It's the most wonderful time of the year. Nothing feels better than spring when the grays and browns turn gradually to blues and greens and I can finally get back out into the yard after months of longing.

When the plants I preordered earlier in the year finally arrived in the last week of March, the first thing I wanted to get in the ground were the seven Red Twig Dogwood (Cornus Sericea) I purchased to run in a row in front of the forested area of my back yard. It's the first step in the layering I want to do in front of that forested area, and it will help block my brush piles.

Brush piles: Good for wildlife and time savings, bad for aesthetics.

The trees around my house drop endless sticks and branches, and a couple of years ago, I gave up on trying to break them into small pieces and collect them all in lawn waste bags to dispose of them. Otherwise, I just spend all spring and summer breaking branches apart. Plus, I learned that brush piles create safe spaces for wildlife. I actually noticed recently that there's a den of young foxes living back in this forested area behind my house.

Still, brush piles aren't the most beautiful things to look at, so I thought hiding them behind some shrubs would be the perfect way to make the view from my rear-facing windows less of an eyesore.

The first thing I needed to do was cover the area with cardboard to kill the grass growing there. I'm trying this method, which many people swear by, because it seems like the simplest and most environmental approach. I've used tarps in the past to solarize areas, but I learned that tarps can release microplastics into the ground. Cardboard with a thick layer of dirt, compost, leaves, or mulch has the same effect as a tarp in that it smothers the grass and blocks light from getting to it, but it also biodegrades over time and doesn't fill your soil with plastic.

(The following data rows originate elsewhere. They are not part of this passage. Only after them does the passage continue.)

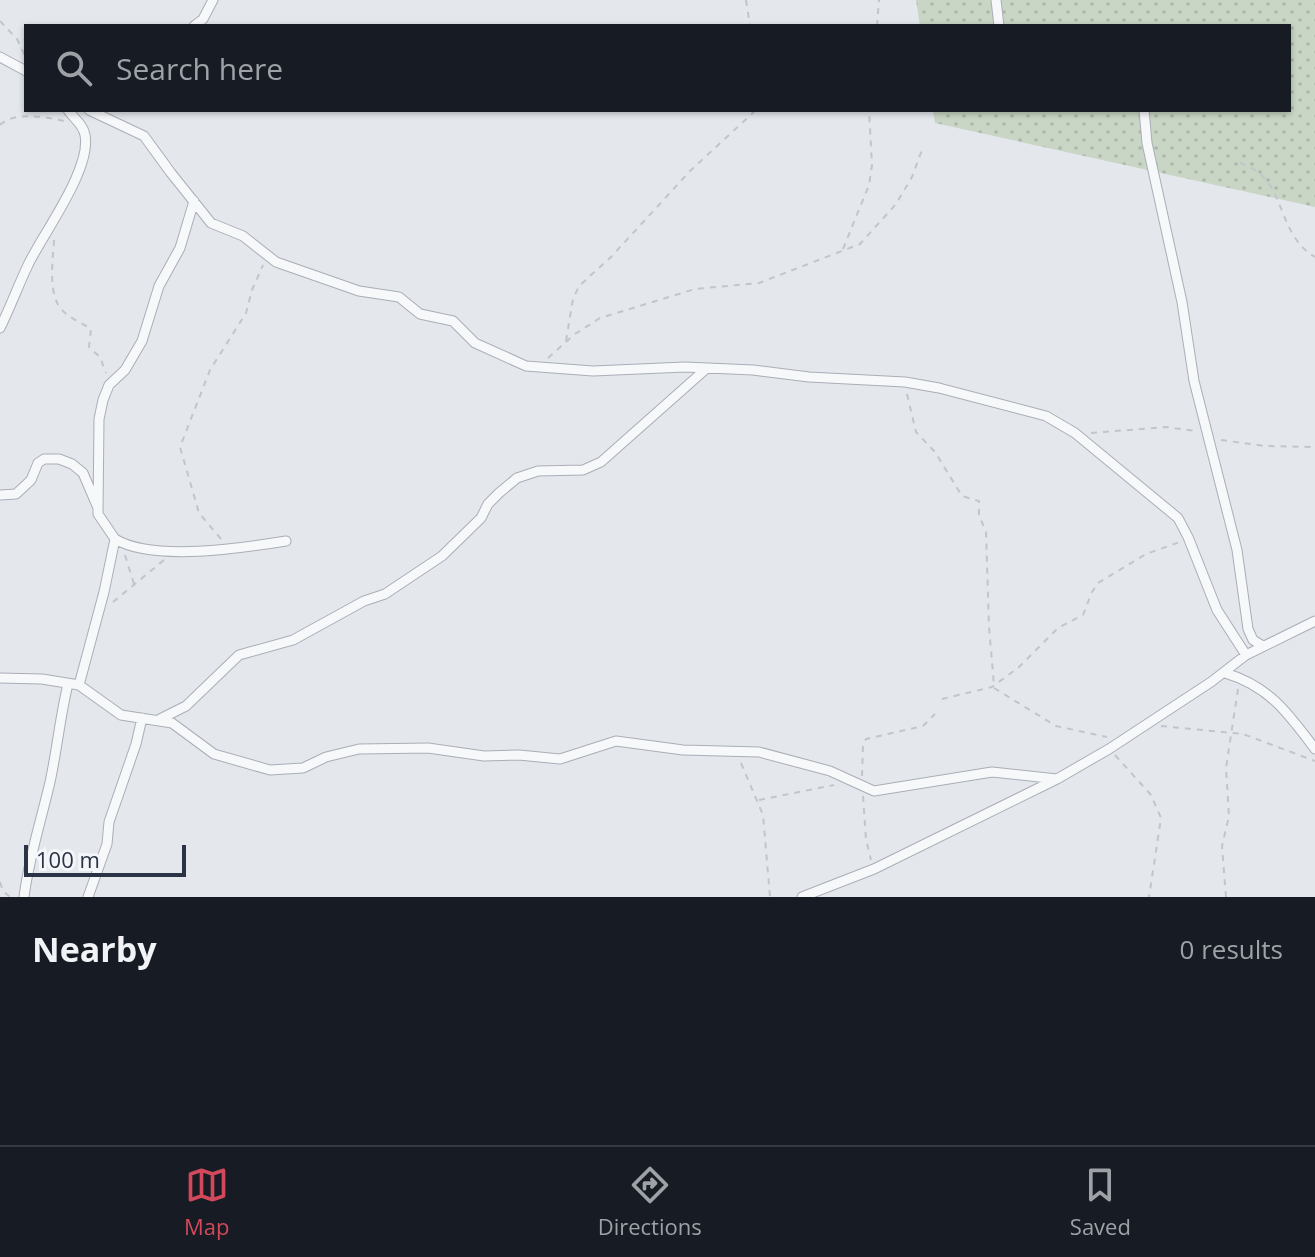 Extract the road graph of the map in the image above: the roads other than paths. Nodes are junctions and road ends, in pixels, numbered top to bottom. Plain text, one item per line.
1 (213, 0) edge
2 (996, 0) edge
3 (197, 24) edge
4 (999, 24) edge
5 (0, 57) edge
6 (24, 70) edge
7 (70, 112) edge
8 (93, 112) edge
9 (1144, 112) edge
10 (194, 201) junction
11 (0, 328) edge
12 (708, 368) junction
13 (0, 495) edge
14 (98, 509) junction
15 (115, 539) junction
16 (286, 541) dead end
17 (1315, 621) edge
18 (1263, 646) junction
19 (1246, 655) junction
20 (1225, 673) junction
21 (0, 678) edge
22 (73, 685) junction
23 (142, 718) junction
24 (160, 719) junction
25 (1315, 749) edge
26 (1057, 779) junction
27 (24, 897) edge
28 (88, 897) edge
29 (802, 897) edge

1 - 3 street
2 - 4 street
5 - 6 street
7 - 11 street
8 - 10 street
9 - 18 street
10 - 12 street
10 - 14 street
12 - 19 street
12 - 24 street
13 - 14 street
14 - 15 street
15 - 16 street
15 - 22 street
17 - 18 street
18 - 19 street
19 - 20 street
20 - 25 street
20 - 26 street
21 - 22 street
22 - 23 street
22 - 27 street
23 - 24 street
23 - 28 street
24 - 26 street
26 - 29 street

Planning for my backyard naturalization project, I saved all of the cardboard I could get my hands on over winter. I felt like I had enough cardboard to cover my entire backyard, but it didn't even manage to stretch across the entire row of yard where I planned to plant the Dogwoods. I ended up having to fill in the rest of the space with paper lawn waste bags, which I had quite a few of.

I got maybe twice as much covered with cardboard as what's shown here before I ran out. The bricks were just to temporarily keep the cardboard in place until I could mulch over them.

In the end, dealing with the cardboard was more trouble than it was worth (the "worth" was the cost-savings of using something I would otherwise recycle rather than having to buy something new). You have to pull all of the stickers and tape off of the boxes before you put them on the ground; otherwise you end up with the same microplastics problem as tarps (and a bunch of plastic left behind after the boxes biodegrade). I should have done this as I received the boxes in the winter, but I didn't. And doing all of that work when I was excited to get to planting was tedious and time-consuming.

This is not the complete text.